For reasons that are completely beyond me, people get very riled up about this discussion, so I'll not labor the point. If you don't trust what I say then forget I brought it up. Everyone I've met who complains about it has barely used it, if at all. It does, however, perhaps give some insight into battles like the operating system wars and similar things. Even the arguments used are often isomorphic. Hearing people arguing against Dvorak is completely puzzling to me.

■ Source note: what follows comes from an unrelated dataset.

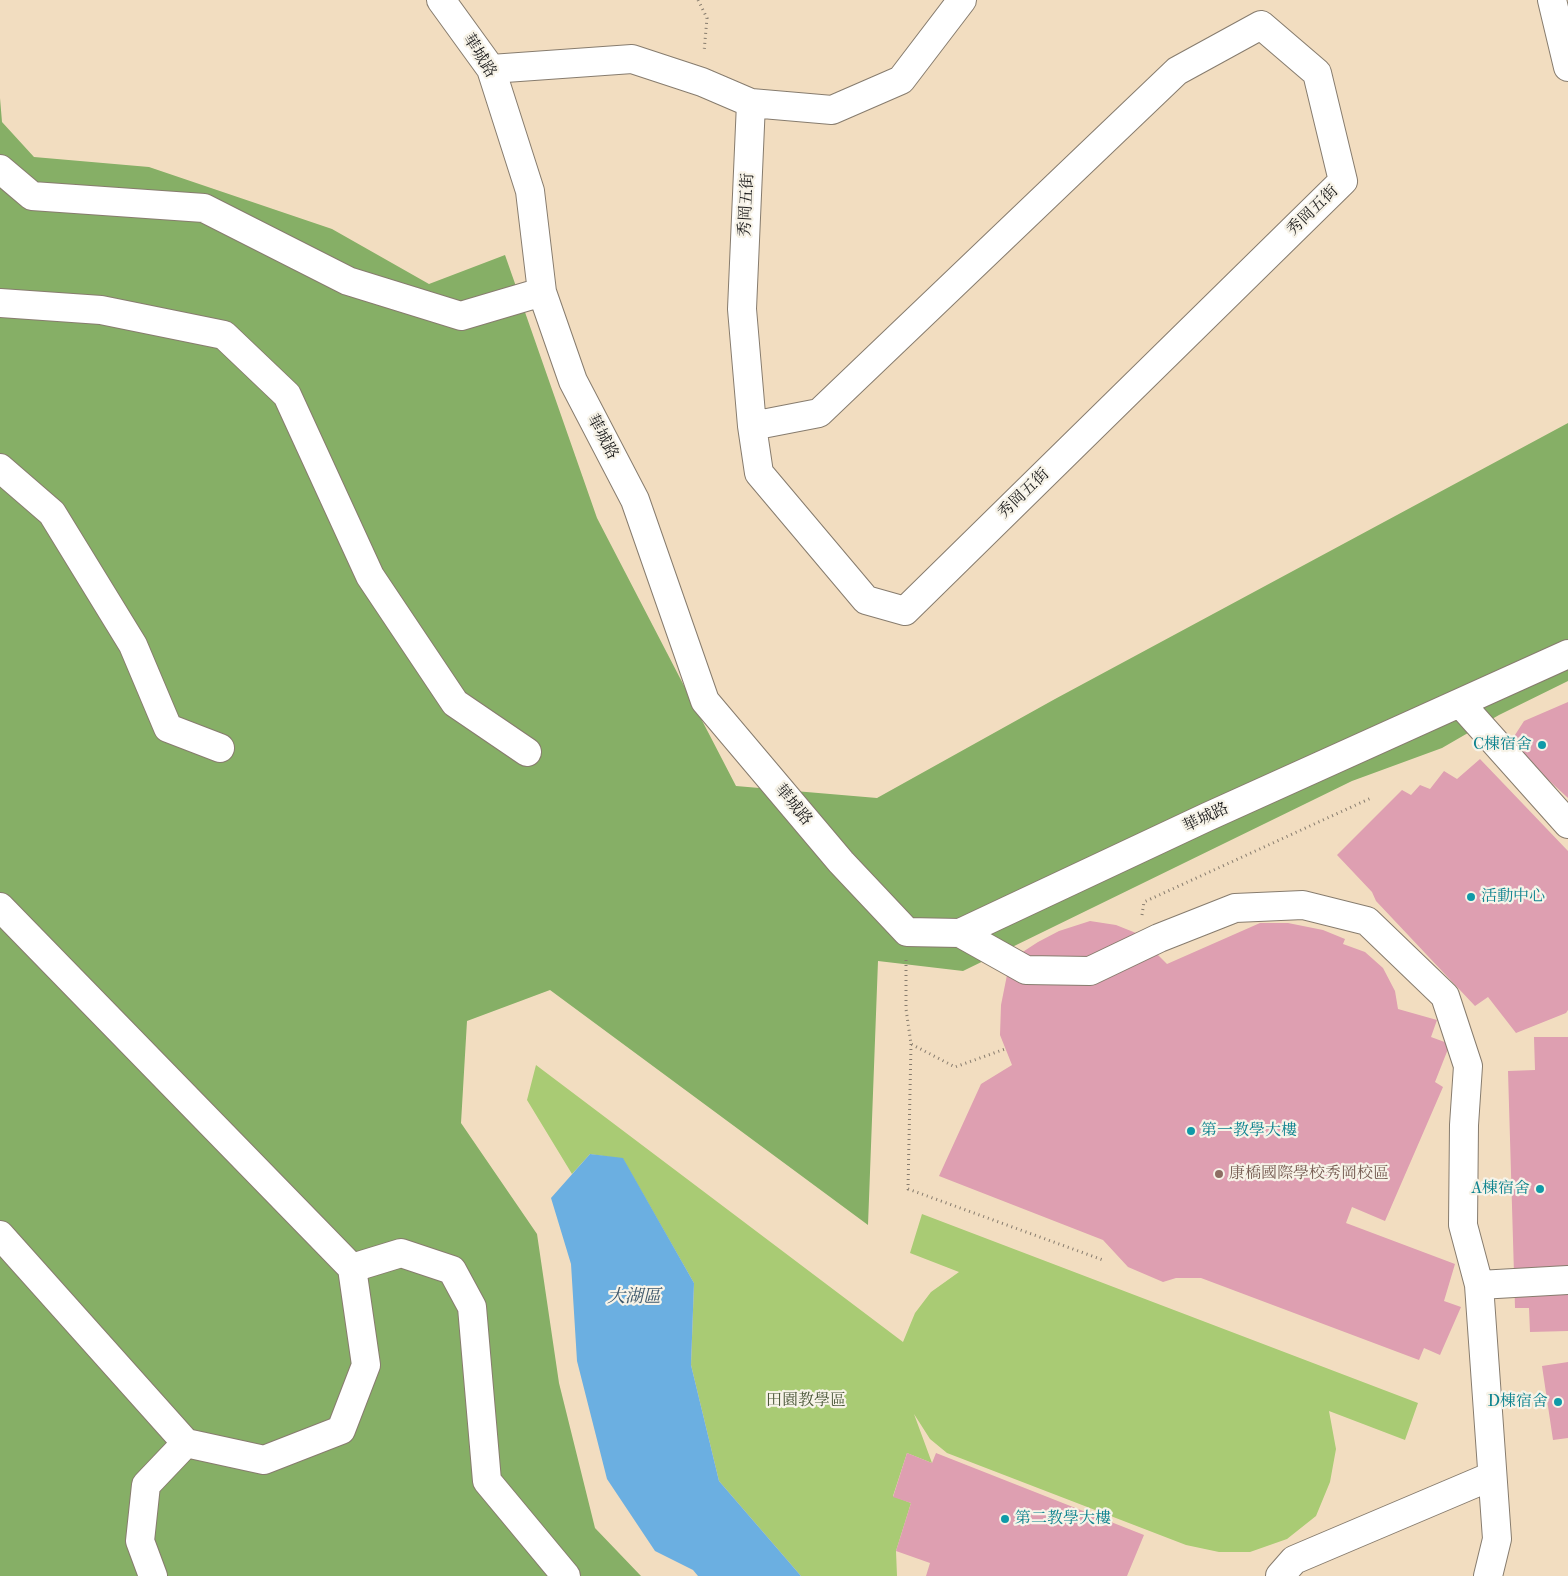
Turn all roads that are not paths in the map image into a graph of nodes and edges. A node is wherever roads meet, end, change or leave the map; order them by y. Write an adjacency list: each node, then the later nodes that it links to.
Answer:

Is it that people don't like thinking that they've been doing something not right for so long, or that something widely adopted must be the best (e.g., top-ten radio music or MS-DOS)?

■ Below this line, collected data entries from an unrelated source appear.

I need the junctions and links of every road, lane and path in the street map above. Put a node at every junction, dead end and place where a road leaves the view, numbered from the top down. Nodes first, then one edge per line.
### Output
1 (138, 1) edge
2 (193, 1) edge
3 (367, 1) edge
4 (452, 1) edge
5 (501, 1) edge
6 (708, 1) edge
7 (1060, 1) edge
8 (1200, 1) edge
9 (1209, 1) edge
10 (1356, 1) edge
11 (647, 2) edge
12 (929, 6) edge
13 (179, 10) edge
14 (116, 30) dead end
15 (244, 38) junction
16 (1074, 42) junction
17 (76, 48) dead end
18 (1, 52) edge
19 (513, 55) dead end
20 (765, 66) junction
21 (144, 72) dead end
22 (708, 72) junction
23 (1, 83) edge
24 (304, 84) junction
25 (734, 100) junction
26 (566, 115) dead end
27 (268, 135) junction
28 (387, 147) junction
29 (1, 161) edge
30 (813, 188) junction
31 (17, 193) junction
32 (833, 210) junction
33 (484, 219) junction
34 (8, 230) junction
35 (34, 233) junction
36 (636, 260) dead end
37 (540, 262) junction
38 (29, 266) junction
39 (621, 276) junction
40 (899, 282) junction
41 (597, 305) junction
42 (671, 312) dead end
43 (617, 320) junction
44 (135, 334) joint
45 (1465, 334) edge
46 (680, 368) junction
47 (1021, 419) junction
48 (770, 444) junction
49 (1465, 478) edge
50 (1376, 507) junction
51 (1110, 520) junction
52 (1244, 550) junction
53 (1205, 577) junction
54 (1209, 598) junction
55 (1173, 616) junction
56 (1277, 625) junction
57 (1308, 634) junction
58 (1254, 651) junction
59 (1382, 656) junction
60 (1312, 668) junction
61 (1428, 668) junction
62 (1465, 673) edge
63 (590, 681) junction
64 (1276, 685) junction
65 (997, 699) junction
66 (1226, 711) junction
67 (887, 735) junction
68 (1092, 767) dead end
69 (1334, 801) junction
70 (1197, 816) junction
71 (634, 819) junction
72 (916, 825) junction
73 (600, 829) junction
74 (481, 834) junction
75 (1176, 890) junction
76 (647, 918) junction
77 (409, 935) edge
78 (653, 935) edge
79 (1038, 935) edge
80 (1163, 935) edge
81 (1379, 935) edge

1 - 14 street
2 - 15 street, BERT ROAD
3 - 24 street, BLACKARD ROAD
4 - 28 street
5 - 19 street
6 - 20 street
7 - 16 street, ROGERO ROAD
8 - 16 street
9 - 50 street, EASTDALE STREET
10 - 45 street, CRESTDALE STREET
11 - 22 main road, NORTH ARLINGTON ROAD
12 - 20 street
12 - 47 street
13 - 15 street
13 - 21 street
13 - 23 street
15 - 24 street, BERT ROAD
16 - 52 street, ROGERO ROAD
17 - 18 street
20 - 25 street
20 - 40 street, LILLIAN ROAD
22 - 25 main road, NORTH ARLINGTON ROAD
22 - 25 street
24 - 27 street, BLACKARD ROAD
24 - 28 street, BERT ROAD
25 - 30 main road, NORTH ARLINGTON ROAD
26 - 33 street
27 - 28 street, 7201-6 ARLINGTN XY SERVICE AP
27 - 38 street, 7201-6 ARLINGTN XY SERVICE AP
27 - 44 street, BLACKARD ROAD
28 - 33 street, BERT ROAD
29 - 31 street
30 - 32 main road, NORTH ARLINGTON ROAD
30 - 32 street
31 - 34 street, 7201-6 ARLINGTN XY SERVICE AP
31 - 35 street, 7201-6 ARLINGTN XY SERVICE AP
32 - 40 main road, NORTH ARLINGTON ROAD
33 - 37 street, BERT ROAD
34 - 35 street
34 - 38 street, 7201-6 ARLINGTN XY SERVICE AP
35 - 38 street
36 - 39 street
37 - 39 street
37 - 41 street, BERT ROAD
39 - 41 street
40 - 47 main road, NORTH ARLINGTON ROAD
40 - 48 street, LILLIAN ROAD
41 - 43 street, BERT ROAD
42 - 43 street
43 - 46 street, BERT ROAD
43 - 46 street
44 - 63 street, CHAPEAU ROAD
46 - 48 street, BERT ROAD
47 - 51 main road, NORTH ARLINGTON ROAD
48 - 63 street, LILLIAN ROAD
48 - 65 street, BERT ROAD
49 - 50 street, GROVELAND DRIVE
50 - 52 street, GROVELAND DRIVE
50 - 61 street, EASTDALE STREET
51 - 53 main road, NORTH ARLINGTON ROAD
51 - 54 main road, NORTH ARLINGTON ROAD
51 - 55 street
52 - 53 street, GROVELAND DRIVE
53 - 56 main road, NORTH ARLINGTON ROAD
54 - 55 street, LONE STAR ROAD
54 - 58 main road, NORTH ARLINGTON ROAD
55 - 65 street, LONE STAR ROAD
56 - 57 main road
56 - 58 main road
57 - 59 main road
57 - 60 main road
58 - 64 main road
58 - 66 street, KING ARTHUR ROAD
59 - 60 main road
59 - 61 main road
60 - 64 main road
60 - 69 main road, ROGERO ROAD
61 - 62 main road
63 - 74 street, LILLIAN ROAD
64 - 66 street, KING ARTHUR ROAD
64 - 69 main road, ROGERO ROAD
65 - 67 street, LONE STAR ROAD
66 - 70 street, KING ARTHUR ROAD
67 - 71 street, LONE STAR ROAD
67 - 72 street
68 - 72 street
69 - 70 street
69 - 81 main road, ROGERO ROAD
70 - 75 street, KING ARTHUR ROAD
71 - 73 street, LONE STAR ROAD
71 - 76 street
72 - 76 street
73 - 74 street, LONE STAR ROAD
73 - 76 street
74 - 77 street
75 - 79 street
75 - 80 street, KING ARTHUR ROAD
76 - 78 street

My response is the same as the one I have for the Mac vs Windows debate: try using Dvorak for 2-3 months (all computers support it for free). If you don't like, fine. Nothing lost. It's good exercise for the brain just to try at any rate, like a puzzle. Staves off Alzheimer's. But if you're like me and those I know who type with it, it will significantly make your life sitting down at a computer better. Rarely can such an enhancement be so close yet so far away mentally. I don't personally know of anyone that has tried it and then gone back. These days, sitting down at a QWERTY keyboard, a keyboard I'm still perfectly fluent on, makes me sad that people still use such a backward system. But I guess it's like watching people text-messaging on cell phones. Just bad ergonomics.


Links:

Dvorak Keyboard on Wikipedia

Keyboard Compare Applet

Deutsch Dvorak Typ II für MacOS X for Jordan

Making Your Own Dvorak Keyboard for a PowerBook G4

Dvorak Keyboard Layout on OS X


  • Kilian (Wed, September 20th, 2006, 8:20am UTC)
    I wonder whether there isn't a "Dvorak" layout optimised for other languages. As with the old layout, the French have AZERTY, the Germans have QWERTZUIOPÜ, so wouldn't it make sense to have "Dvorak" layouts adjusted to frequent used letters in other languages?

    E.g. in German we almost never ever use the letter "y", whereas the "z" is used more ore less often, in English it's the other way round (that's why there's QWERTY and QWERTZ).

    For one thing I think it would even make sense to place the Shift key somwhere else for German, because we use so much capitalisation within the sentence. It would be funny and interesting to see what spaced out keyboards we'd end up with, if we would optimise the layout for each language just as far as possible.

  • Jeff (Wed, September 20th, 2006, 12:58pm UTC)
    Your instincts are quite right. There are Dvorak layouts optimized for many languages. The Wikipedia link above has links to several variations, and as it happens I had specifically included the 3rd link above to the German version for a friend of mine.